O filósofo grego que viveu entre os anos de 384 a 322 a. C., relacionava o conceito com atitudes virtuosas.
Aristóteles foi um importante filósofo grego cujos estudos iam de temas como conhecimentos de ética e política até questões como o sono, a verdade e a formação das ideias.
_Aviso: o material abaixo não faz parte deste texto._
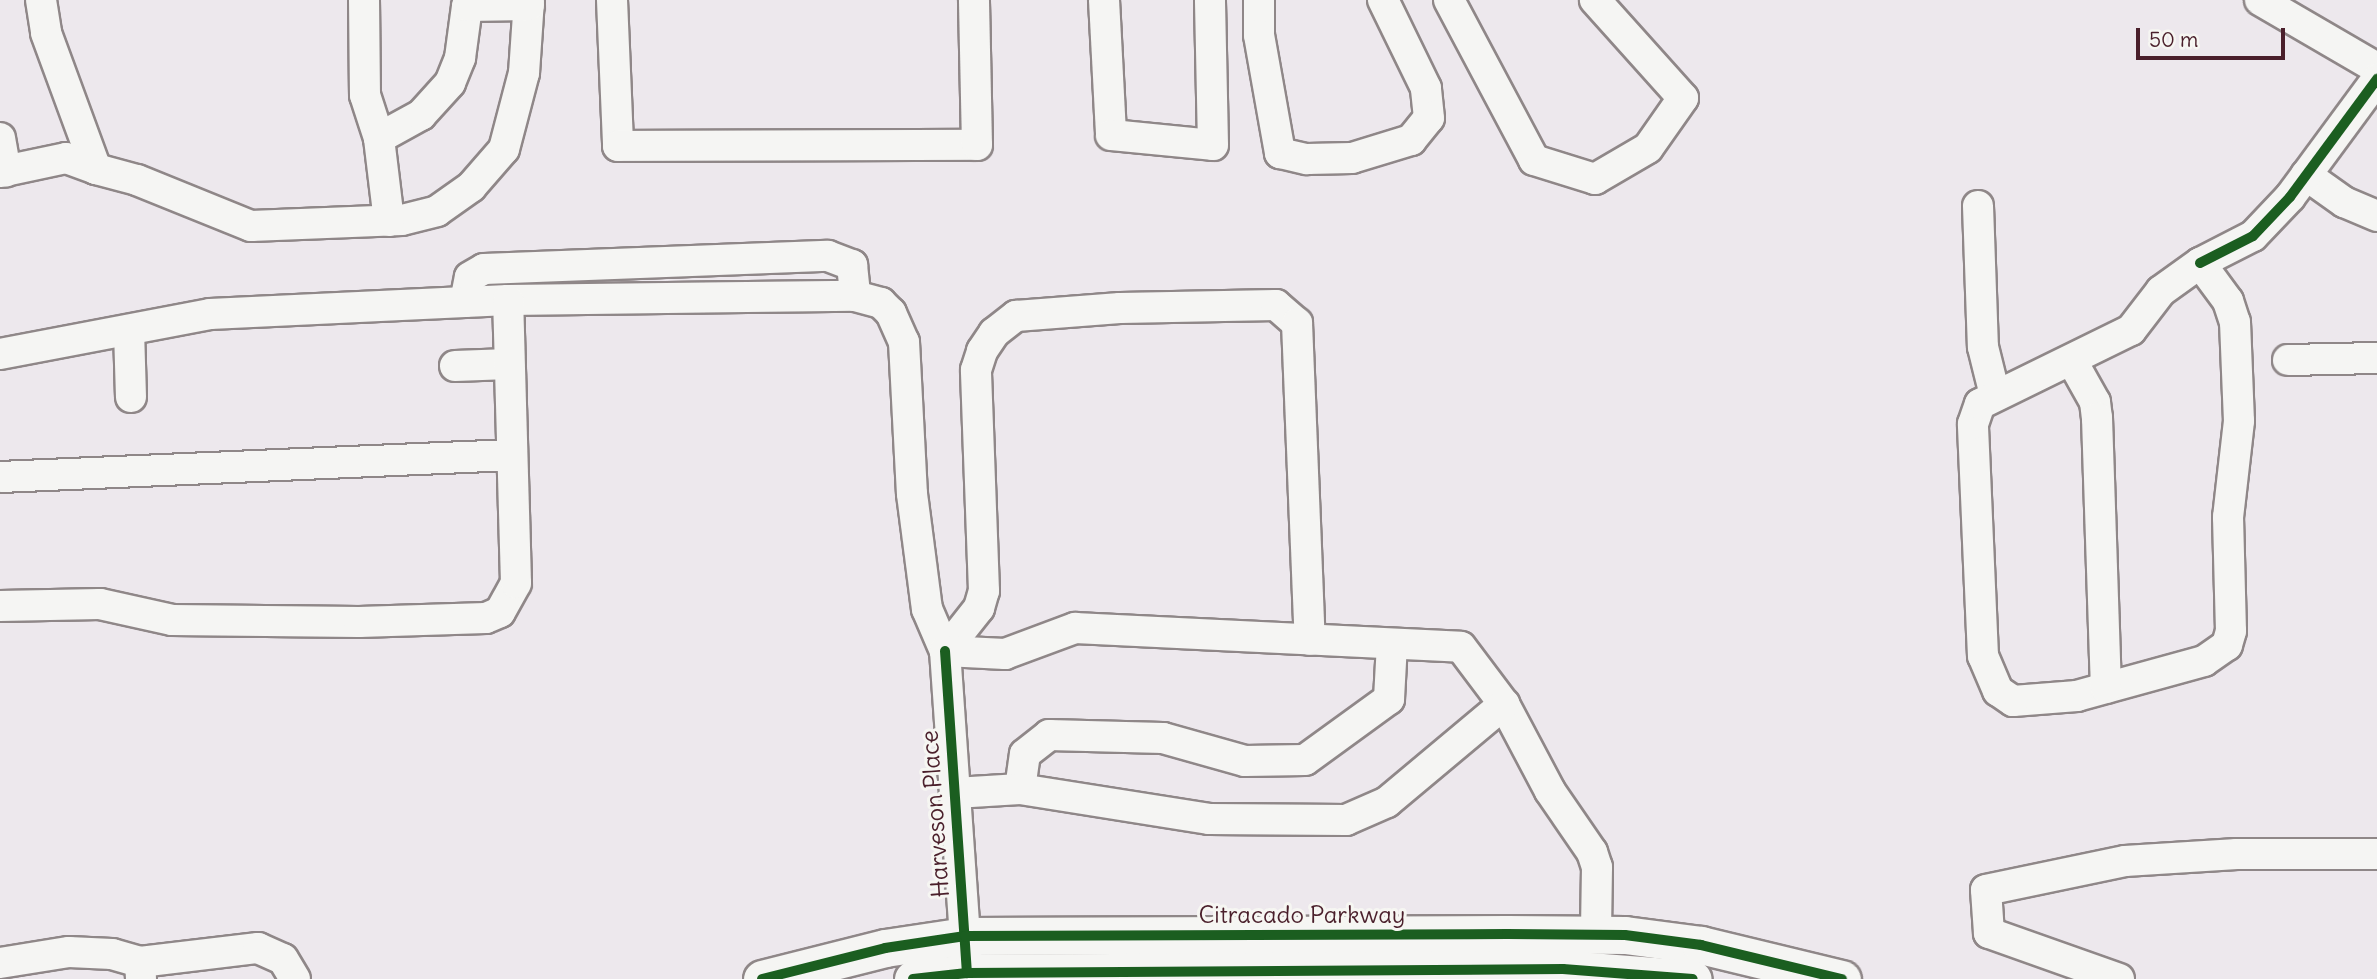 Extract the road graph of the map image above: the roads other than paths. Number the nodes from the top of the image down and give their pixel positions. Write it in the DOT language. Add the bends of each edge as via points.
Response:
graph roads {
  1 [pos="41,0"];
  2 [pos="364,0"];
  3 [pos="612,0"];
  4 [pos="974,0"];
  5 [pos="1104,0"];
  6 [pos="1210,0"];
  7 [pos="1258,0"];
  8 [pos="1383,0"];
  9 [pos="1449,0"];
  10 [pos="1595,0"];
  11 [pos="2260,0"];
  12 [pos="467,3"];
  13 [pos="529,3"];
  14 [pos="2374,85"];
  15 [pos="0,138"];
  16 [pos="379,138"];
  17 [pos="96,169"];
  18 [pos="3,171"];
  19 [pos="2306,175"];
  20 [pos="1978,206"];
  21 [pos="2377,216"];
  22 [pos="389,221"];
  23 [pos="2200,262"];
  24 [pos="855,296"];
  25 [pos="508,300"];
  26 [pos="465,302"];
  27 [pos="129,330"];
  28 [pos="0,354"];
  29 [pos="2377,359"];
  30 [pos="2288,360"];
  31 [pos="2072,361"];
  32 [pos="509,364"];
  33 [pos="455,366"];
  34 [pos="1995,395"];
  35 [pos="131,397"];
  36 [pos="512,455"];
  37 [pos="0,477"];
  38 [pos="0,606"];
  39 [pos="1310,640"];
  40 [pos="1392,644"];
  41 [pos="945,652"];
  42 [pos="2106,688"];
  43 [pos="1504,704"];
  44 [pos="1020,789"];
  45 [pos="955,793"];
  46 [pos="2377,854"];
  47 [pos="1596,934"];
  48 [pos="965,936"];
  49 [pos="0,963"];
  50 [pos="140,971"];
  51 [pos="968,976"];
  52 [pos="295,979"];
  53 [pos="762,979"];
  54 [pos="913,979"];
  55 [pos="1693,979"];
  56 [pos="1842,979"];
  57 [pos="2119,979"];
  1 -- 17 [label="street" via="46,33"];
  2 -- 16 [label="street" via="365,95"];
  3 -- 4 [label="street" via="618,146 977,145"];
  5 -- 6 [label="street" via="1111,135 1213,145"];
  7 -- 8 [label="street" via="1265,75 1280,153 1307,159 1352,158 1412,140 1429,118 1426,88"];
  9 -- 10 [label="street" via="1534,160 1595,178 1648,148 1683,98"];
  11 -- 14 [label="street"];
  12 -- 13 [label="street"];
  12 -- 16 [label="street" via="460,58 450,83 421,115"];
  13 -- 22 [label="street" via="524,73 504,149 471,187 437,211"];
  14 -- 19 [label="street"];
  15 -- 18 [label="street"];
  16 -- 22 [label="street"];
  17 -- 18 [label="street" via="66,158"];
  17 -- 22 [label="street" via="137,180 251,226"];
  19 -- 21 [label="street" via="2343,202"];
  19 -- 23 [label="street" via="2253,236"];
  20 -- 34 [label="street" via="1983,347"];
  23 -- 31 [label="street" via="2161,291 2131,330"];
  23 -- 42 [label="street" via="2228,301 2235,323 2239,421 2228,517 2231,631 2218,655"];
  24 -- 25 [label="street"];
  24 -- 26 [label="street" via="852,265 828,256 484,269 470,277"];
  24 -- 41 [label="street, Harveson Place" via="870,298 891,313 904,342 912,494 925,596"];
  25 -- 26 [label="street"];
  25 -- 32 [label="street"];
  26 -- 27 [label="street" via="210,314"];
  27 -- 28 [label="street"];
  27 -- 35 [label="street"];
  29 -- 30 [label="street"];
  31 -- 34 [label="street"];
  31 -- 42 [label="street" via="2095,402 2097,418"];
  32 -- 33 [label="street"];
  32 -- 36 [label="street"];
  34 -- 42 [label="street" via="1980,404 1973,424 1983,656 1988,676 1998,691 2013,701 2048,701"];
  36 -- 37 [label="street"];
  36 -- 38 [label="street" via="516,583 506,606 486,618 172,620 100,604"];
  39 -- 40 [label="street"];
  39 -- 41 [label="street" via="1075,628 1005,654"];
  39 -- 41 [label="street" via="1297,323 1276,305 1120,307 1016,316 995,332 982,351 976,370 984,592 979,608"];
  40 -- 43 [label="street" via="1461,647"];
  40 -- 44 [label="street" via="1390,699 1305,760 1245,761 1163,738 1049,735 1025,754"];
  41 -- 45 [label="street, Harveson Place"];
  43 -- 44 [label="street" via="1387,802 1346,820 1209,819"];
  43 -- 47 [label="street" via="1550,791 1592,852 1597,867"];
  44 -- 45 [label="street"];
  45 -- 48 [label="street, Harveson Place"];
  46 -- 57 [label="street" via="2237,854 2125,861 1986,890 1989,933"];
  47 -- 48 [label="main road, Citracado Parkway"];
  47 -- 56 [label="main road, Citracado Parkway" via="1701,944"];
  48 -- 51 [label="street, Harveson Place"];
  48 -- 53 [label="main road, Citracado Parkway" via="886,948"];
  49 -- 50 [label="street" via="69,952 112,954"];
  50 -- 52 [label="street" via="258,948 283,958"];
  51 -- 54 [label="main road"];
  51 -- 55 [label="main road" via="1567,970"];
}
Em seu livro Ética a Nicômaco, o pensador também realizou estudos sobre o que é a felicidade e como alcançá-la.
A felicidade segundo Aristóteles
Para Aristóteles, a felicidade é o fim que todo ser humano busca, ou seja, o bem e desejo maior que guia todas as ações humanas.
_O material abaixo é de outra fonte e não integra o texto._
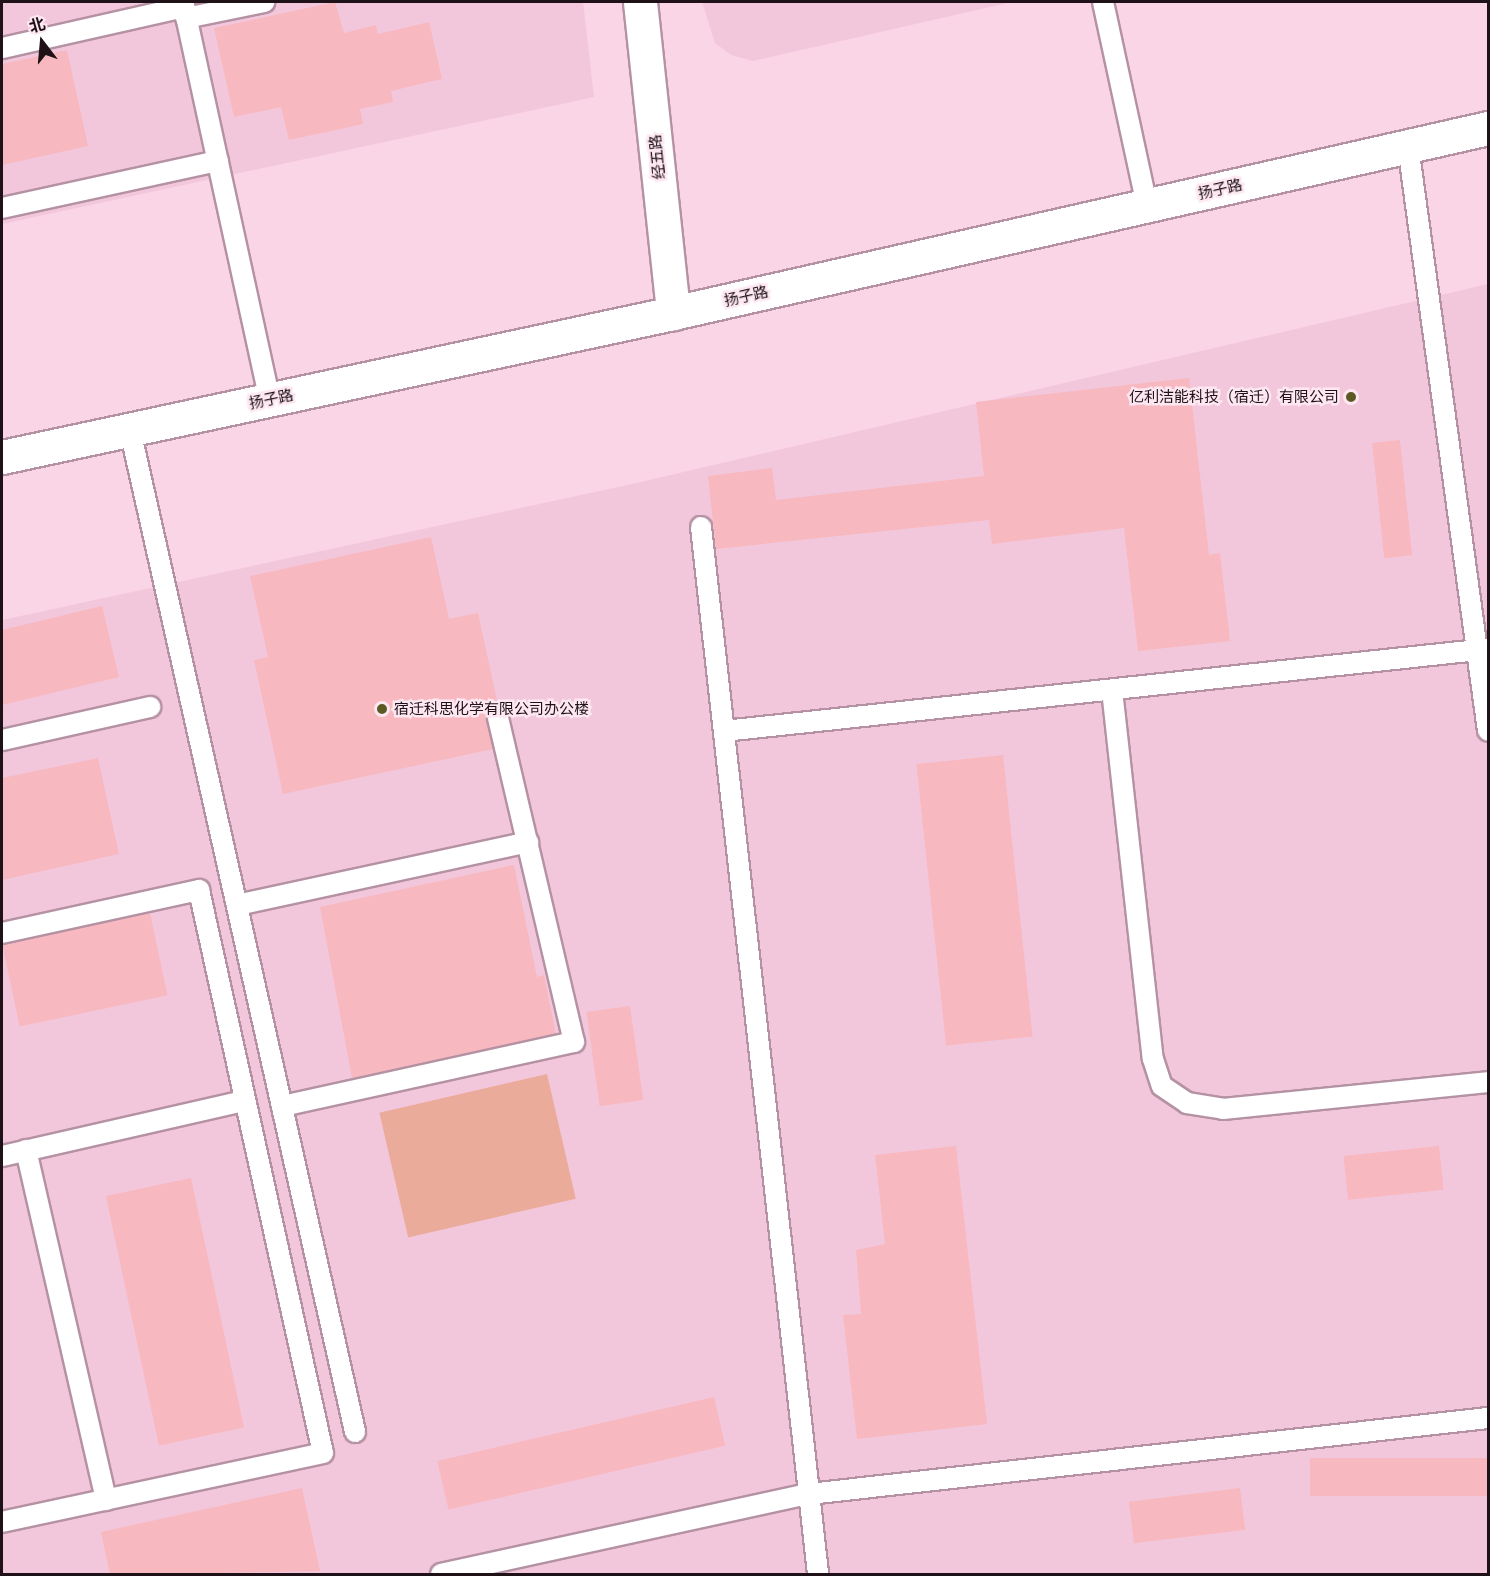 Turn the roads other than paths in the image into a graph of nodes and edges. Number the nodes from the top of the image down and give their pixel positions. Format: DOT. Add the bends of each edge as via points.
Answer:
graph roads {
  1 [pos="264,2"];
  2 [pos="640,2"];
  3 [pos="1103,2"];
  4 [pos="184,9"];
  5 [pos="2,48"];
  6 [pos="1488,128"];
  7 [pos="1408,146"];
  8 [pos="218,161"];
  9 [pos="1147,205"];
  10 [pos="2,208"];
  11 [pos="673,313"];
  12 [pos="270,400"];
  13 [pos="130,430"];
  14 [pos="2,457"];
  15 [pos="701,527"];
  16 [pos="1484,650"];
  17 [pos="1112,690"];
  18 [pos="150,707"];
  19 [pos="498,717"];
  20 [pos="724,731"];
  21 [pos="1488,732"];
  22 [pos="2,740"];
  23 [pos="528,842"];
  24 [pos="237,905"];
  25 [pos="2,933"];
  26 [pos="1488,1082"];
  27 [pos="245,1101"];
  28 [pos="282,1106"];
  29 [pos="26,1150"];
  30 [pos="2,1156"];
  31 [pos="1488,1418"];
  32 [pos="355,1432"];
  33 [pos="809,1494"];
  34 [pos="105,1500"];
  35 [pos="2,1522"];
  36 [pos="441,1575"];
  37 [pos="818,1575"];
  1 -- 4 [label="lane"];
  2 -- 11 [label="street, 经五路"];
  3 -- 9 [label="lane"];
  4 -- 5 [label="lane"];
  4 -- 8 [label="lane"];
  6 -- 7 [label="street, 扬子路"];
  7 -- 9 [label="street, 扬子路"];
  7 -- 16 [label="lane"];
  8 -- 10 [label="lane"];
  8 -- 12 [label="lane"];
  9 -- 11 [label="street, 扬子路"];
  11 -- 12 [label="street, 扬子路"];
  12 -- 13 [label="street, 扬子路"];
  13 -- 14 [label="street, 扬子路"];
  13 -- 24 [label="lane"];
  15 -- 20 [label="lane"];
  16 -- 17 [label="lane"];
  16 -- 21 [label="lane"];
  17 -- 20 [label="lane"];
  17 -- 26 [label="lane" via="1153,1059 1162,1086 1187,1103 1222,1109"];
  18 -- 22 [label="lane"];
  19 -- 23 [label="lane"];
  20 -- 33 [label="lane"];
  23 -- 24 [label="lane"];
  23 -- 28 [label="lane" via="574,1042"];
  24 -- 28 [label="lane"];
  25 -- 27 [label="lane" via="199,890"];
  27 -- 29 [label="lane"];
  27 -- 34 [label="lane" via="323,1453"];
  28 -- 32 [label="lane"];
  29 -- 30 [label="lane"];
  29 -- 34 [label="lane"];
  31 -- 33 [label="lane"];
  33 -- 36 [label="lane"];
  33 -- 37 [label="lane"];
  34 -- 35 [label="lane"];
}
Em Ética a Nicômaco, o filósofo usa o termo grego “eudemonia” – eu (bem) e daimon (espírito) – que pode ser traduzido como “felicidade”, mas também carrega os sentidos de “prosperidade”, “riqueza”, “boa fortuna”, “viver bem” e “florescimento”.
A abrangência de eudemonia está ligada ao que diz o filósofo sobre o sentido da felicidade. Para ele, as pessoas atribuem sentidos variados a ela, que podem ir desde acúmulo de riquezas à saúde ou validação das demais pessoas.
Como alcançar a felicidade
Para alcançar a verdadeira felicidade, Aristóteles, em seu livro Ética a Nicômaco, diz que o ser humano precisa pautar sua vida em ações virtuosas, baseadas no pensamento, na justiça e na razão.
Ele identifica três modos de vida que buscam a felicidade. O primeiro é guiado pelo prazer em que a felicidade é encontrada na satisfação de impulsos. Para Aristóteles, este modo de vida é comparável ao dos animais.
O segundo é a vida política, em que o indivíduo busca a felicidade por meio de honrarias, grandes feitos e riquezas, como se ser feliz dependesse da aprovação do outro.
Já o terceiro ponto é a forma de vida mais elevada, a que o filósofo chama de contemplativa. Nesse modo, o indivíduo age de forma puramente racional e entende que a felicidade é um fim em si mesma, ou seja, nenhuma ferramenta como dinheiro ou poder são necessárias para alcançá-la.